Arm Intervention/treatment
Experimental: Part A - GS-1811 Dose Escalation Drug: GS-1811
Administered Intravenously

Experimental: Part B - Mandatory Paired Tumor Biopsy Drug: GS-1811
Administered Intravenously

Experimental: Part C: GS-1811 + Zimberelimab Dose Escalation Drug: GS-1811
Administered Intravenously

Drug: Zimberelimab
Administered Intravenously

Experimental: Part D: GS-1811 + Zimberelimab Dose Expansion Drug: GS-1811
Administered Intravenously

Drug: Zimberelimab
Administered Intravenously

Experimental: Part E: GS-1811 Monotherapy Dose Expansion Drug: GS-1811
Administered Intravenously

Experimental: Part F: GS-1811 Monotherapy and In Combination With Zimberelimab In Select Dose and Schedule Drug: GS-1811
Administered Intravenously

Drug: Zimberelimab
Administered Intravenously




Primary Outcome Measures :
  1. Percentage of Participants Experiencing Dose Limiting Toxicities (DLTs) in Part A and C [ Time Frame: Day 1 Through Day 21 ]
  2. Percentage of Participants Experiencing Adverse Events (AEs) According to the National Cancer Institute (NCI) Common Terminology Criteria for Adverse Events (CTCAE) Version 5.0 [ Time Frame: First dose to End of Treatment (up to 12 months for monotherapy and 24 months for combination therapy) plus 90 days ]
  3. Percentage of Participants Experiencing Laboratory Abnormalities According to the NCI CTCAE v5.0 [ Time Frame: First dose to End of Treatment (up to 12 months for monotherapy and 24 months for combination therapy) plus 90 days ]

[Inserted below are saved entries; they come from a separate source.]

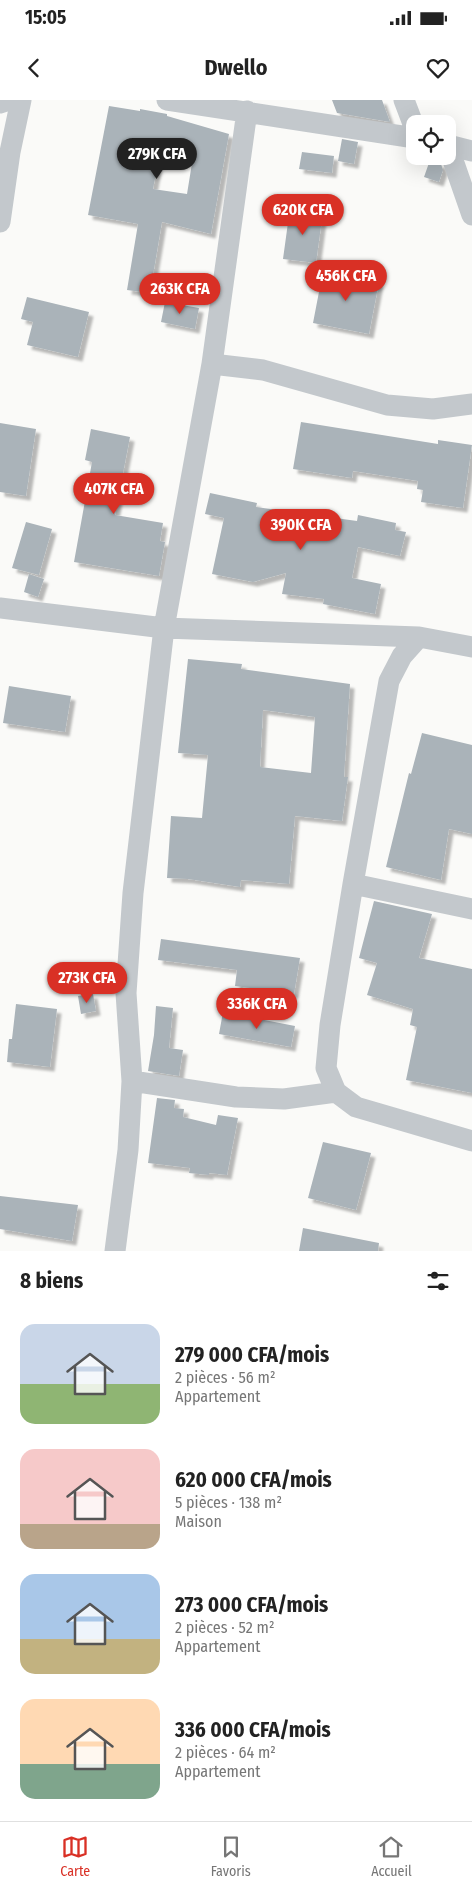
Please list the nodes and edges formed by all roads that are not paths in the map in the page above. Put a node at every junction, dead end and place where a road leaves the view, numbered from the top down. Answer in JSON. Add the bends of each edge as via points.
{"nodes":[{"id":1,"x":9,"y":100,"type":"edge"},
{"id":2,"x":21,"y":100,"type":"edge"},
{"id":3,"x":167,"y":100,"type":"edge"},
{"id":4,"x":404,"y":100,"type":"edge"},
{"id":5,"x":0,"y":103,"type":"edge"},
{"id":6,"x":247,"y":111,"type":"junction"},
{"id":7,"x":410,"y":115,"type":"edge"},
{"id":8,"x":406,"y":137,"type":"edge"},
{"id":9,"x":456,"y":147,"type":"edge"},
{"id":10,"x":472,"y":151,"type":"edge"},
{"id":11,"x":455,"y":165,"type":"edge"},
{"id":12,"x":472,"y":215,"type":"edge"},
{"id":13,"x":0,"y":222,"type":"edge"},
{"id":14,"x":212,"y":364,"type":"junction"},
{"id":15,"x":472,"y":404,"type":"edge"},
{"id":16,"x":0,"y":608,"type":"edge"},
{"id":17,"x":164,"y":628,"type":"junction"},
{"id":18,"x":419,"y":637,"type":"junction"},
{"id":19,"x":472,"y":647,"type":"edge"},
{"id":20,"x":353,"y":884,"type":"junction"},
{"id":21,"x":472,"y":909,"type":"edge"},
{"id":22,"x":132,"y":1081,"type":"junction"},
{"id":23,"x":336,"y":1092,"type":"junction"},
{"id":24,"x":472,"y":1141,"type":"edge"},
{"id":25,"x":116,"y":1251,"type":"edge"}],
"edges":[{"from":1,"to":5,"type":"street"},
{"from":2,"to":13,"type":"street"},
{"from":3,"to":6,"type":"street"},
{"from":4,"to":7,"type":"street"},
{"from":6,"to":8,"type":"street"},
{"from":6,"to":14,"type":"street"},
{"from":9,"to":10,"type":"street"},
{"from":11,"to":12,"type":"street"},
{"from":14,"to":15,"type":"street","via":[[263,370],[387,404],[432,409]]},
{"from":14,"to":17,"type":"street"},
{"from":16,"to":17,"type":"street"},
{"from":17,"to":18,"type":"street"},
{"from":17,"to":22,"type":"street","via":[[128,957],[126,993]]},
{"from":18,"to":19,"type":"street"},
{"from":18,"to":20,"type":"street","via":[[402,656],[389,682]]},
{"from":20,"to":21,"type":"street"},
{"from":20,"to":23,"type":"street","via":[[326,1068]]},
{"from":22,"to":23,"type":"street","via":[[236,1097],[284,1099]]},
{"from":22,"to":25,"type":"street"},
{"from":23,"to":24,"type":"street","via":[[356,1107]]}]}
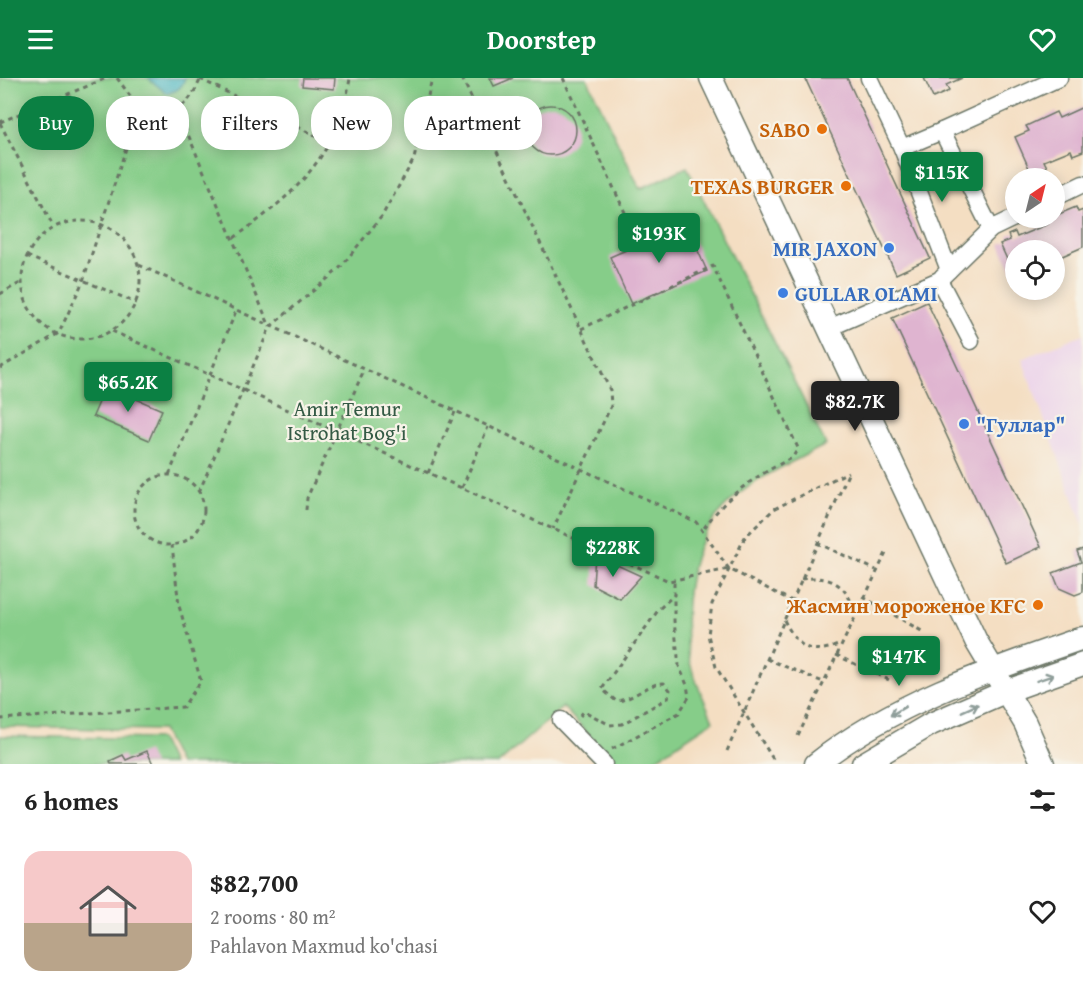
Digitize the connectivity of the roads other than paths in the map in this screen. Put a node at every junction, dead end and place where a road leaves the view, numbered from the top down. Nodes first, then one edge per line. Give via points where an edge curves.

Secondary Outcome Measures :
  1. Pharmacokinetic (PK) Parameter: Maximum Observed Concentration (Cmax) for GS-1811 [ Time Frame: Day 1 Up to End of Treatment (up to 12 months for monotherapy and 24 months for combination therapy) plus 90 days ]
  2. PK Parameter: Minimum Observed Concentration (Cmin) for GS-1811 [ Time Frame: Day 1 Up to End of Treatment (up to 12 months for monotherapy and 24 months for combination therapy) plus 90 days ]
  3. PK Parameter: Time of Maximum Observed Concentration (Tmax) for GS-1811 [ Time Frame: Day 1 Up to End of Treatment (up to 12 months for monotherapy and 24 months for combination therapy) plus 90 days ]
  4. PK Parameter: Area Under the Concentration-time Curve (AUC) for GS-1811 [ Time Frame: Day 1 Up to End of Treatment (up to 12 months for monotherapy and 24 months for combination therapy) plus 90 days ]
  5. Percentage of Participants who Developed Antidrug Antibody (ADA) Against GS-1811 [ Time Frame: Day 1 Up to End of Treatment (up to 12 months for monotherapy and 24 months for combination therapy) plus 90 days ]
  6. Objective response rate (ORR) in Part D [ Time Frame: Day 1 Up to End of Treatment (24 months) ]
    Objective response rate is defined as the proportion of participants who achieve complete response (CR) or partial response (PR) as assessed by Response Evaluation Criteria in Solid Tumors (RECIST) Version 1.1

  7. Disease control rate (DCR) [ Time Frame: Day 1 Up to End of Treatment (24 months) ]
    Disease control rate is defined as the proportion of participants who achieve CR, PR, or stable disease (SD) as assessed by RECIST Version 1.1

  8. Time to response (TTR) [ Time Frame: Day 1 Up to End of Treatment (24 months) ]
    Time to response is defined as the time from the first dose of GS-1811 in combination with Zimberelimab to the first documentation of CR or PR that is subsequently confirmed

  9. Duration of response (DOR) [ Time Frame: Day 1 Up to End of Treatment (24 months) ]
    Duration of response is defined as the time from the first documentation of CR or PR to the earlier of the first documentation of definitive progressive disease (PD) or death from any cause, if applicable.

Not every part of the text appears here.